It's crucial that you understand your audience well enough to identify the reasons they've come to your website - and that you enable them to complete the task they came for; whether that's finding information, getting in touch with you or completing a purchase. 


Conversion Rate Optimisation is a serous business - the biggest and best companies employ specialists in this field to continuously monitor and improve website conversion. They do this by using a combination of analytics (quantitative data) and user insight (qualitative data) to identify online pain points and opportunities. Then they initiate controlled experiments to find out which new approach works better and contributes the biggest improvement in conversion. 


I've listed 50 ways you can increase your website conversion, starting with the foundations and moving on to activities that have been tried and tested by multiple companies.

50 Ways to Increase Website Conversion 

Starting Point: Get the Foundations Right


1. User research

At the heart of a high converting website is a solid understanding of "the customer" or "user". Identify the main groups of customer or target audience: what are their needs and pain points? What are they trying to achieve? What is likely to help them engage with your website and give them a positive experience? If you don't have this information to hand, speak to actual customers, interview customer-facing staff, send out surveys, introduce feedback forms on your website or even offline. 

2. Make sure you can measure performance

You can't hope to improve your website's performance unless you can measure performance in the first place. In basic terms, your website needs to be connected to an analytics platform like Google Analytics so you can calculate your conversion rate today (based on at least the last few months) - and track how it improves over time.

3. Make sure you know what you're measuring

The conversion rate of your website is the number of "conversion actions" carried out divided by the number of visitors to your website. A "conversion action" might be a document download, a phone call (initiated from the website), a webinar registration, an enquiry form submission or an online sale - or a combination of one of more of these. You decide which action(s) represent a successful conversion for your business. 


          website visitors = 1,000              

form submissions + online sales = 10

Conversion rate = 1%


4. Site structure (architecture)

The way your website is organised has a direct impact on how easy it is for a customer to find what they're looking for. Make sure there's a logical order to where your various pages live in your website structure. Avoid too many levels in your navigation - customers will be prepared to click if they feel they're getting towards their goal, but remember they're likely to leave your website altogether if they don't find what they're looking for within a few clicks.

5. Terminology (taxonomy)

Avoid company jargon; shun technical language - unless you can be sure your audience is universally technical.

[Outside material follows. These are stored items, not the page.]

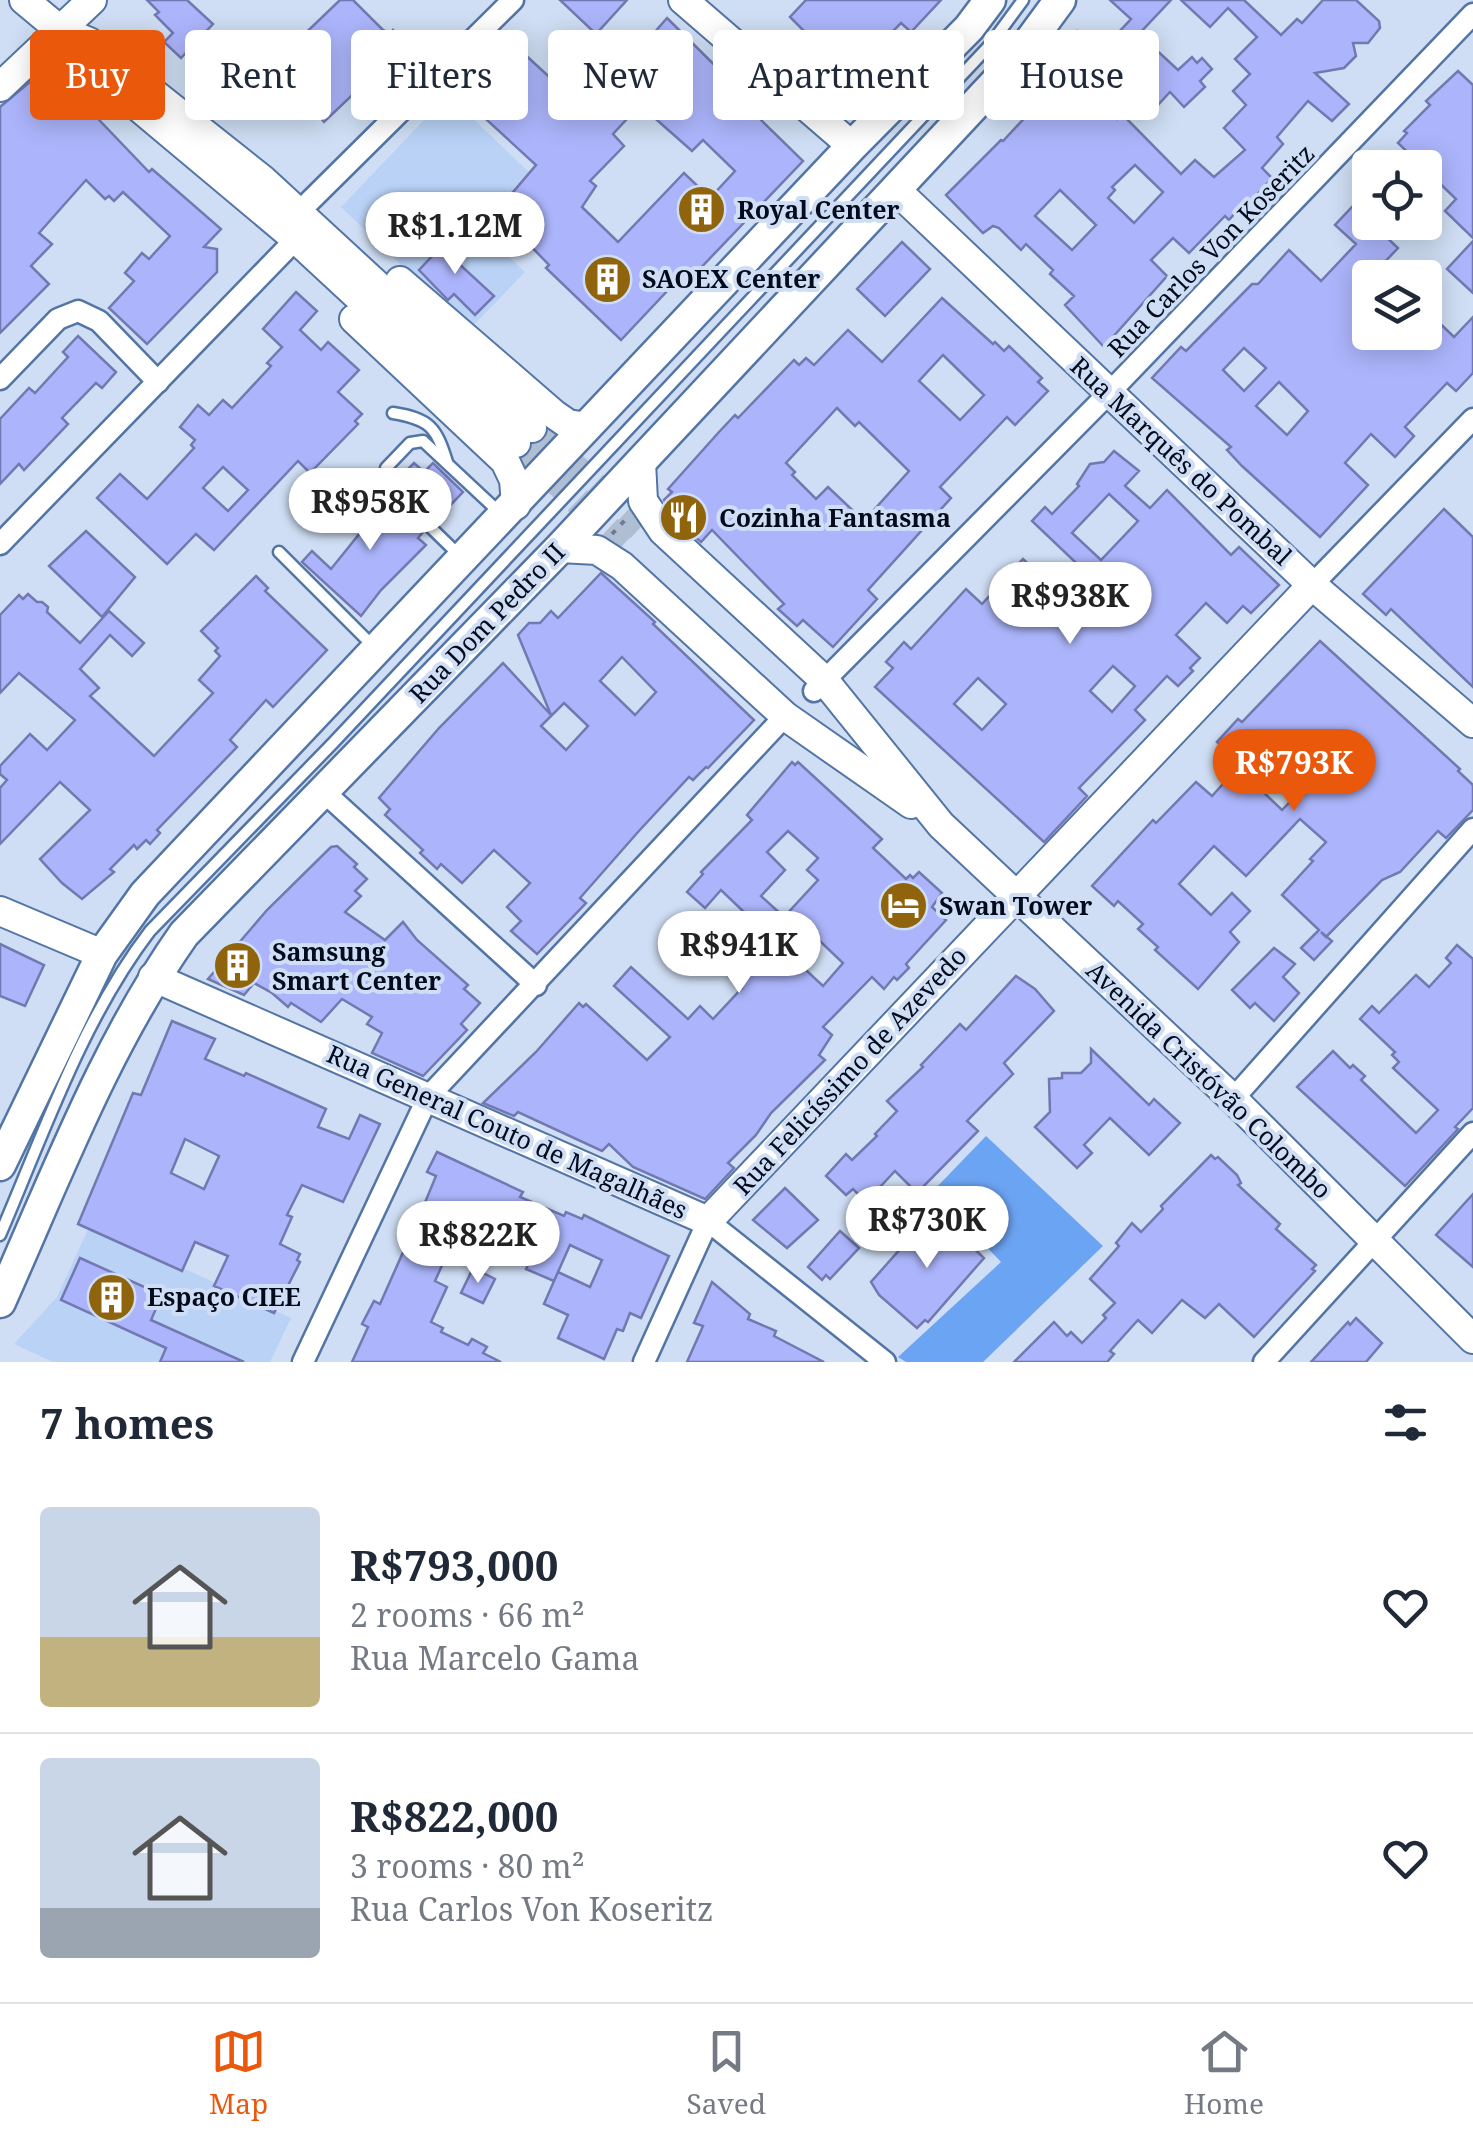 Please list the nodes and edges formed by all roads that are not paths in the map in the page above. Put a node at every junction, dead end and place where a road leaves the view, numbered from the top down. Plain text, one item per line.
1 (24, 0) edge
2 (513, 0) edge
3 (683, 0) edge
4 (990, 0) edge
5 (1022, 0) edge
6 (1060, 0) edge
7 (90, 3) edge
8 (1473, 14) edge
9 (60, 30) joint
10 (85, 30) edge
11 (30, 58) edge
12 (0, 87) edge
13 (165, 102) edge
14 (153, 120) edge
15 (852, 146) junction
16 (896, 190) junction
17 (297, 226) junction
18 (0, 379) edge
19 (158, 382) junction
20 (1108, 394) junction
21 (394, 413) dead end
22 (1473, 419) edge
23 (587, 427) junction
24 (524, 436) tunnel mouth
25 (640, 462) junction
26 (447, 463) junction
27 (510, 511) junction
28 (626, 531) junction
29 (0, 544) edge
30 (560, 548) junction
31 (279, 552) dead end
32 (464, 560) junction
33 (1312, 585) junction
34 (378, 650) junction
35 (819, 685) junction
36 (785, 716) junction
37 (1473, 724) edge
38 (334, 743) junction
39 (874, 763) junction
40 (324, 792) junction
41 (1473, 829) edge
42 (1017, 896) junction
43 (0, 911) edge
44 (113, 959) junction
45 (153, 977) junction
46 (536, 985) junction
47 (428, 1097) junction
48 (1233, 1100) junction
49 (1473, 1133) edge
50 (0, 1165) edge
51 (708, 1221) junction
52 (0, 1235) edge
53 (1373, 1241) junction
54 (0, 1302) edge
55 (1473, 1338) edge
56 (303, 1362) edge
57 (644, 1362) edge
58 (885, 1362) edge
59 (1264, 1362) edge

1 - 9 main road
2 - 17 street
3 - 15 main road
4 - 15 main road
5 - 38 lane
6 - 16 main road, Rua Dom Pedro II
7 - 9 main road
7 - 10 main road
8 - 20 street, Rua Carlos Von Koseritz
11 - 12 main road
13 - 17 main road
14 - 17 main road
15 - 23 main road
16 - 20 main road, Rua Marquês do Pombal
16 - 25 main road, Rua Dom Pedro II
17 - 19 street
17 - 23 main road
17 - 24 main road
17 - 27 main road
18 - 19 street
19 - 29 street
20 - 33 main road, Rua Marquês do Pombal
20 - 35 street, Rua Carlos Von Koseritz
21 - 26 lane
22 - 33 street, Rua Felicíssimo de Azevedo
23 - 27 main road
25 - 28 main road
25 - 30 main road, Rua Dom Pedro II
26 - 27 lane
26 - 32 lane
27 - 32 main road
28 - 30 main road
28 - 35 main road
28 - 36 main road, Avenida Cristóvão Colombo
28 - 39 main road
30 - 40 main road, Rua Dom Pedro II
31 - 34 lane
32 - 34 main road
33 - 37 main road, Rua Marquês do Pombal
33 - 42 main road, Rua Felicíssimo de Azevedo
34 - 44 main road
35 - 39 main road
36 - 39 main road, Avenida Cristóvão Colombo
36 - 46 street
38 - 40 lane
38 - 44 lane
39 - 42 main road, Avenida Cristóvão Colombo
40 - 45 main road, Rua Dom Pedro II
40 - 46 street
41 - 48 street
42 - 48 main road, Avenida Cristóvão Colombo
42 - 51 main road, Rua Felicíssimo de Azevedo
43 - 44 main road
44 - 50 main road
44 - 52 lane
45 - 47 main road, Rua General Couto de Magalhães
45 - 54 main road, Rua Dom Pedro II
46 - 47 street
47 - 51 main road, Rua General Couto de Magalhães
47 - 56 street
48 - 53 main road, Avenida Cristóvão Colombo
49 - 53 street
51 - 57 street, Rua Felicíssimo de Azevedo
51 - 58 street, Rua General Couto de Magalhães
53 - 55 main road, Avenida Cristóvão Colombo
53 - 59 street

When you assess your page titles and internal links, put yourself in the shoes of your audience and use the most customer-friendly language possible.

6. Navigation aids

Don't make it hard for your website visitors to find what they're looking for. Help them out with a concise navigation bar and/or menu. Offer a site search so visitors can type in what they're looking for and go straight there. Ideally you'll get a few people outside the company to try to find a few key pages or products (and maybe some niche ones) - observe if/how they get there and ask yourself if you've made their journey simple enough.

7. Design

No matter how good your product or service, if people are checking you out online, the design of your website is important. People will make a judgement about you and your business based on their first impression. If your website looks like it was created in 1999, or if the images and colour scheme looks amateurish, your website visitor is hardly likely to consider you as a professional company. 

8. Value Proposition

Be really clear about what you're offering and why the customer should choose YOU. What is different about what you offer, compared to anyone else? A balanced approach is to avoid using hyped up language: anyone can say they offer an "amazing service", but it is far more convincing if you can say your service was rated five stars by over 100 customers in 2019.  

9. Make your website Mobile friendly

Many company owners still act surprised when I tell them that most visitors are looking at their website on a mobile device. The tipping point when mobile overtook desktop for internet usage happened years ago and is not about to be reversed. If your website looks ok on a computer but is awkward to use on a mobile phone, you're providing a sub-standard experience to over half of your audience. This is something you need to get right as a priority.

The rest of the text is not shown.